(Excerpts from a dataset)
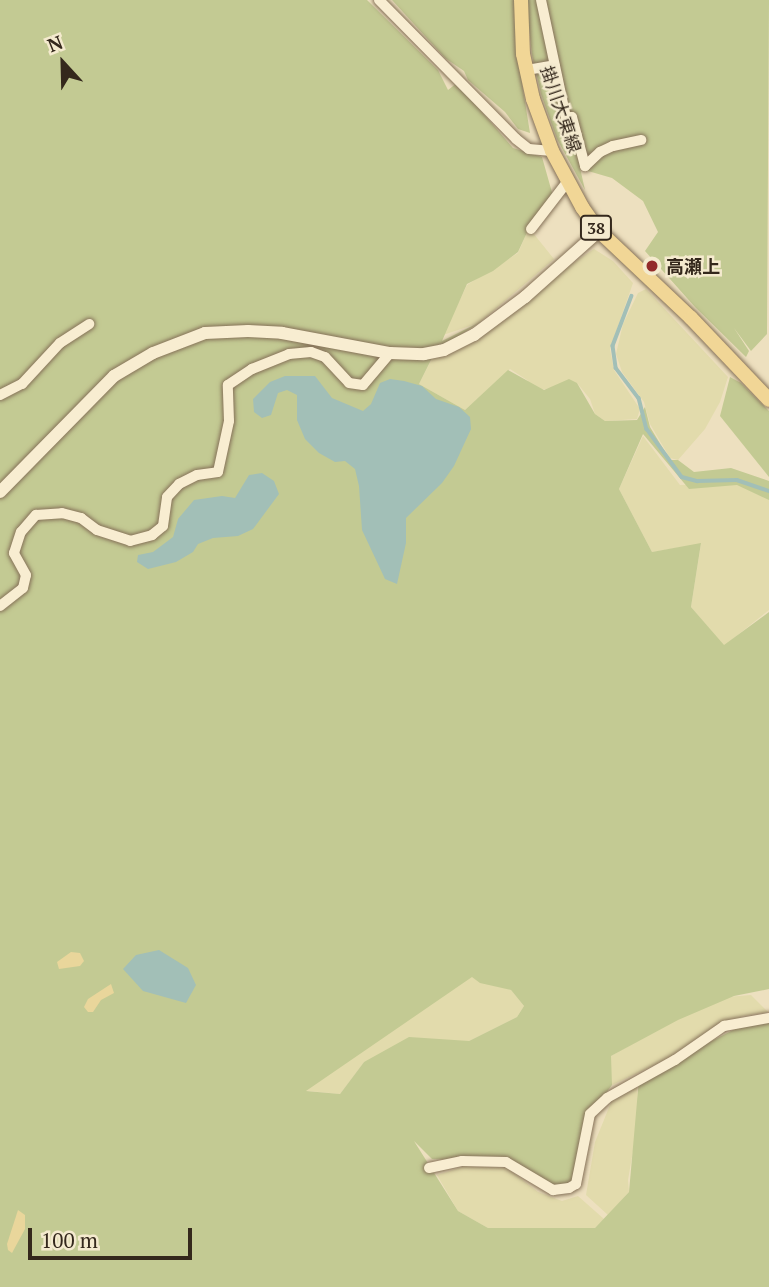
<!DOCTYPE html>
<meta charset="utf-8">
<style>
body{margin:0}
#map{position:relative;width:769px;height:1287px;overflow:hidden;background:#ede0bf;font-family:"PT Serif","Noto Sans JP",serif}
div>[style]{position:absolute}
.farmland>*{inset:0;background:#e2dbac}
.green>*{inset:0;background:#c3ca93}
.sand>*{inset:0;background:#e9d69b}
.water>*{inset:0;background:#a2bfb7}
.stream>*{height:3.5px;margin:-1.75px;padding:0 1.75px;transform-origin:1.75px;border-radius:1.75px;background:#a2bfb7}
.roads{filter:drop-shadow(0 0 2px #857158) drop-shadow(0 0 2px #857158)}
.minor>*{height:10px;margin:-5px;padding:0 5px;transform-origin:5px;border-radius:5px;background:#f8edd1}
.tertiary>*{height:12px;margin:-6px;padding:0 6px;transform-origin:6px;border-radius:6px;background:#f8edd1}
.primary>*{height:14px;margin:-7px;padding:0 7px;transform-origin:7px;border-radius:7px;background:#f1d696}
.dots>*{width:19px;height:19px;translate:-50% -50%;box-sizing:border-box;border:4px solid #f4eace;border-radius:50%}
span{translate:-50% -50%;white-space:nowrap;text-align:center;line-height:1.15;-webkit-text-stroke:5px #f4eace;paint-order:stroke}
.shield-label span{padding:2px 5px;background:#f4eace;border:2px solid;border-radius:5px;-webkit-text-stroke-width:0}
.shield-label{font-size:16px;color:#34281c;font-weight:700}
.street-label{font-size:18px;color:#34281c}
.poi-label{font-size:18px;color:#34281c;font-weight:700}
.left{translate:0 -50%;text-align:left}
.north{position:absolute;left:28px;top:28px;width:70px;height:70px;-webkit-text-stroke:5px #f4eace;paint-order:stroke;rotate:338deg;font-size:19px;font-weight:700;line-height:28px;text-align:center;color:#34281c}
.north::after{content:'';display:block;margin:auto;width:24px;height:32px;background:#34281c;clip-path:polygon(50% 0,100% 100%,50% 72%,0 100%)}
.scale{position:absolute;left:28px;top:1228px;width:164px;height:32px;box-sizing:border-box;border:4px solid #34281c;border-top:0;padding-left:9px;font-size:21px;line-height:24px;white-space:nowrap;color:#34281c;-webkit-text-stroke:5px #f4eace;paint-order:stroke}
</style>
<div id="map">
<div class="farmland">
<i style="clip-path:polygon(529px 228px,554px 259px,479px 323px,443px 335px,467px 285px,518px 253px)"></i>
<i style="clip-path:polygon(594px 249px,613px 261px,633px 283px,610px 349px,614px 370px,640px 409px,637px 419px,605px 421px,595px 414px,590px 399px,577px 383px,535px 391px,527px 380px,510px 369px,465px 410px,419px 384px,433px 357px)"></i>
<i style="clip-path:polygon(646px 289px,728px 377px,720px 402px,705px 429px,678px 460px,670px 458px,650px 424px,644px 402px,622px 372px,616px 354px,623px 324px,638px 293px)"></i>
<i style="clip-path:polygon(643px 436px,680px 485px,737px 483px,769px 492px,769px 610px,724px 646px,691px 607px,701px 544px,652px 552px,619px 489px)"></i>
<i style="clip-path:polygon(459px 964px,511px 990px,524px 1006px,517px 1017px,469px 1041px,448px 1041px,364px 1062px,340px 1094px,278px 1088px)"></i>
<i style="clip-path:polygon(751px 995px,768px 1012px,743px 1016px,720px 1026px,678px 1054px,612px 1085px,610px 1082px,611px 1056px,704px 1003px,727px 997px)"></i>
<i style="clip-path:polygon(637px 1084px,639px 1116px,628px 1180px,629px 1192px,608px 1215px,586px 1195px,595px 1142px,612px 1100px)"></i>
<i style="clip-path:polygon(465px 1166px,507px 1168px,538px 1192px,562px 1201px,578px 1196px,604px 1219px,595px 1228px,488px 1228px,458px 1211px,437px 1175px)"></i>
</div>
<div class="green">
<i style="clip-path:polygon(evenodd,0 0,367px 0,438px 70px,448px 90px,457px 83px,513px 148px,542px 157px,553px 196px,530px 226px,518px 252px,493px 271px,467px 284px,442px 341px,482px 321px,446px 344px,439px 344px,419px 384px,465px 410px,508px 370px,544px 390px,569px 379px,577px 383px,595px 414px,605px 421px,637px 420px,645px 407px,650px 427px,670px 460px,678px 460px,694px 472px,731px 468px,769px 481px,769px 500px,737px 485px,689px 489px,643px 434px,619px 489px,652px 552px,701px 543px,691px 607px,724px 645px,769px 612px,769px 989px,734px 996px,678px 1020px,611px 1056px,612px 1085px,590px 1114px,576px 1184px,547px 1187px,506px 1162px,432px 1159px,414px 1141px,458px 1211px,488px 1228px,595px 1228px,629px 1192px,639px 1079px,733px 1030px,755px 1020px,769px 1020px,769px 1287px,0 1287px,0 0,472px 977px,480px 983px,511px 990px,524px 1006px,517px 1017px,469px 1041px,409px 1037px,364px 1062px,340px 1094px,306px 1091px,472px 977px)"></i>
<i style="clip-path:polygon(392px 0,769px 0,767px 334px,751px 351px,734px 328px,749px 351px,746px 357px,695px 307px,645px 251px,658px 232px,643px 201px,612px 178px,588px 171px,569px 119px,585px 190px,557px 139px,541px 94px,532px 55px,527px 9px,516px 46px,530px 133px,518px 129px,505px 112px,468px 80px,464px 71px,445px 58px)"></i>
<i style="clip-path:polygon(730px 377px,741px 383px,769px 411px,769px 477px,720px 416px)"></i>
</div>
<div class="sand">
<i style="clip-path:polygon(71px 952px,80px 953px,84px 961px,80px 966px,59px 969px,57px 962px)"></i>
<i style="clip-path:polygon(111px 984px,114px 993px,101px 1000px,93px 1012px,88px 1012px,84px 1007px,88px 999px)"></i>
<i style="clip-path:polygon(18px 1210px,25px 1215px,25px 1229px,12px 1253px,8px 1250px,7px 1244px)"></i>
</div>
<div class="water">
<i style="clip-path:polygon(285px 376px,315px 376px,332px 398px,363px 411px,371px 404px,380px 383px,390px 379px,404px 381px,422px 386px,436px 399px,459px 407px,470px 417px,471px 429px,454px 466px,442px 483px,406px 518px,406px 543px,397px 584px,385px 579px,362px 530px,359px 486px,355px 469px,345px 461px,335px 462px,319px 453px,305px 439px,297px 420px,297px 395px,287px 390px,278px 393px,271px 415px,262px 418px,254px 412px,253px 399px,270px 382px)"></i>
<i style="clip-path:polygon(262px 473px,274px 481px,279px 494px,253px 529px,238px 536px,213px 538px,198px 544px,193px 552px,176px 562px,148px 569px,137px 562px,138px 555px,153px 552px,173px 537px,178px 519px,194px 500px,222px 496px,235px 498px,249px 475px)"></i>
<i style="clip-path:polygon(159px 950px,188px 968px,196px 985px,186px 1003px,143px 991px,123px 969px,136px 955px)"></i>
</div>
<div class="stream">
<i style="left:632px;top:296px;width:53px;rotate:110.8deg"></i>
<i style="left:613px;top:346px;width:22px;rotate:82deg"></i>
<i style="left:616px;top:368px;width:38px;rotate:53deg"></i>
<i style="left:639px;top:398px;width:32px;rotate:76deg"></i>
<i style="left:647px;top:429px;width:59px;rotate:53.9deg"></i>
<i style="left:682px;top:477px;width:16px;rotate:15deg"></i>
<i style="left:697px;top:481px;width:40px;rotate:-1.4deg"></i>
<i style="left:737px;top:480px;width:34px;rotate:19deg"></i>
</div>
<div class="roads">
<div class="minor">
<i style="left:379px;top:0;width:195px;rotate:45.4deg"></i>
<i style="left:516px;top:139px;width:16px;rotate:38deg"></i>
<i style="left:529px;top:149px;width:23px;rotate:5deg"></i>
<i style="left:541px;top:0;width:121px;rotate:78deg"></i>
<i style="left:566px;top:118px;width:6px;rotate:-9deg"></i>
<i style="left:572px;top:117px;width:51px;rotate:75.1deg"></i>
<i style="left:585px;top:166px;width:21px;rotate:-43deg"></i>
<i style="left:600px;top:152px;width:14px;rotate:-25deg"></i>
<i style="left:613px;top:146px;width:29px;rotate:-12deg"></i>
<i style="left:527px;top:70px;width:28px;rotate:-10deg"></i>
<i style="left:531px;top:229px;width:61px;rotate:-52.4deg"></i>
<i style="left:0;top:395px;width:25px;rotate:-27deg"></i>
<i style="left:22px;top:384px;width:56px;rotate:-47.2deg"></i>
<i style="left:60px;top:343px;width:35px;rotate:-33deg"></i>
<i style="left:0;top:606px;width:29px;rotate:-38deg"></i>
<i style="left:23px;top:588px;width:13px;rotate:-77deg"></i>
<i style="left:26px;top:575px;width:25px;rotate:-119deg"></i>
<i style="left:14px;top:553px;width:22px;rotate:-72deg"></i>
<i style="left:21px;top:532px;width:23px;rotate:-49deg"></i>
<i style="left:36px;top:515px;width:26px;rotate:-4deg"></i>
<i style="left:62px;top:513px;width:20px;rotate:15deg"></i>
<i style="left:81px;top:518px;width:20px;rotate:37deg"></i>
<i style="left:97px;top:530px;width:35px;rotate:18deg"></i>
<i style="left:130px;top:541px;width:23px;rotate:-15deg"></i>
<i style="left:152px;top:535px;width:14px;rotate:-39deg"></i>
<i style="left:163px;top:526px;width:29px;rotate:-82deg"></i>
<i style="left:167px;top:497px;width:18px;rotate:-47deg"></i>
<i style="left:179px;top:484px;width:20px;rotate:-27deg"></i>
<i style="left:197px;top:475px;width:21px;rotate:-8deg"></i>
<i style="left:218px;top:472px;width:52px;rotate:-77.8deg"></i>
<i style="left:229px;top:421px;width:36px;rotate:-92deg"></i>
<i style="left:228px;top:385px;width:29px;rotate:-34deg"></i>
<i style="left:252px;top:369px;width:40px;rotate:-22deg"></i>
<i style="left:289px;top:354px;width:22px;rotate:-5deg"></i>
<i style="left:311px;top:352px;width:15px;rotate:20deg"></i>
<i style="left:325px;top:357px;width:35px;rotate:47deg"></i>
<i style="left:349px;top:383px;width:14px;rotate:8deg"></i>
<i style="left:363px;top:385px;width:42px;rotate:-49.8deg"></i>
<i style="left:429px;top:1168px;width:34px;rotate:-12deg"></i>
<i style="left:462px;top:1161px;width:44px;rotate:1.3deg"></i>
<i style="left:506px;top:1162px;width:55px;rotate:30.8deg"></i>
<i style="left:553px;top:1190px;width:16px;rotate:-7deg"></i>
<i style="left:569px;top:1188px;width:8px;rotate:-30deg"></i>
<i style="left:576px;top:1184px;width:71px;rotate:-78.7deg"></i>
<i style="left:590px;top:1114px;width:23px;rotate:-43deg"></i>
<i style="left:607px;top:1098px;width:78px;rotate:-29.2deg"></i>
<i style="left:675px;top:1060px;width:60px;rotate:-34.8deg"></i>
<i style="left:724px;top:1026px;width:46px;rotate:-10.1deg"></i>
</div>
<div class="tertiary">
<i style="left:0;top:492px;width:163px;rotate:-45.5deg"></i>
<i style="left:114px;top:376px;width:45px;rotate:-30.5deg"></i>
<i style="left:153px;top:353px;width:56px;rotate:-21deg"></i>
<i style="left:205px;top:333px;width:43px;rotate:-2.7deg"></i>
<i style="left:248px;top:331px;width:34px;rotate:3deg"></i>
<i style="left:282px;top:333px;width:110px;rotate:10.5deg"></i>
<i style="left:390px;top:353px;width:34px;rotate:2deg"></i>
<i style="left:424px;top:354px;width:20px;rotate:-11deg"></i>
<i style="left:444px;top:350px;width:34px;rotate:-27deg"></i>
<i style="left:474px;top:335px;width:64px;rotate:-36.7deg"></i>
<i style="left:525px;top:297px;width:99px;rotate:-41.7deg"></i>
</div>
<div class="primary">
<i style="left:521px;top:0;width:54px;rotate:87.9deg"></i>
<i style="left:523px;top:54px;width:46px;rotate:77.5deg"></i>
<i style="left:533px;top:99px;width:55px;rotate:69.9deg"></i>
<i style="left:552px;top:151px;width:64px;rotate:61.8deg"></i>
<i style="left:582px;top:207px;width:29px;rotate:55deg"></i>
<i style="left:599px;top:231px;width:127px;rotate:43.4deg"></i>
<i style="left:691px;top:318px;width:113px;rotate:46.4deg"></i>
</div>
</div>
<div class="dots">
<i style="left:652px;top:266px;background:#932a29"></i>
</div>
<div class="shield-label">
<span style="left:596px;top:228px">38</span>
</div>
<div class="street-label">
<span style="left:561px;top:109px;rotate:71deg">掛川大東線</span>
</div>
<div class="poi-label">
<span class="left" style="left:666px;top:266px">高瀬上</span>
</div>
<div class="north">N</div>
<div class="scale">100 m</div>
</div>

• What to produce
With "stream" as the string to look for, count the matching lines in the entries above and report only the number.

• Answer area
2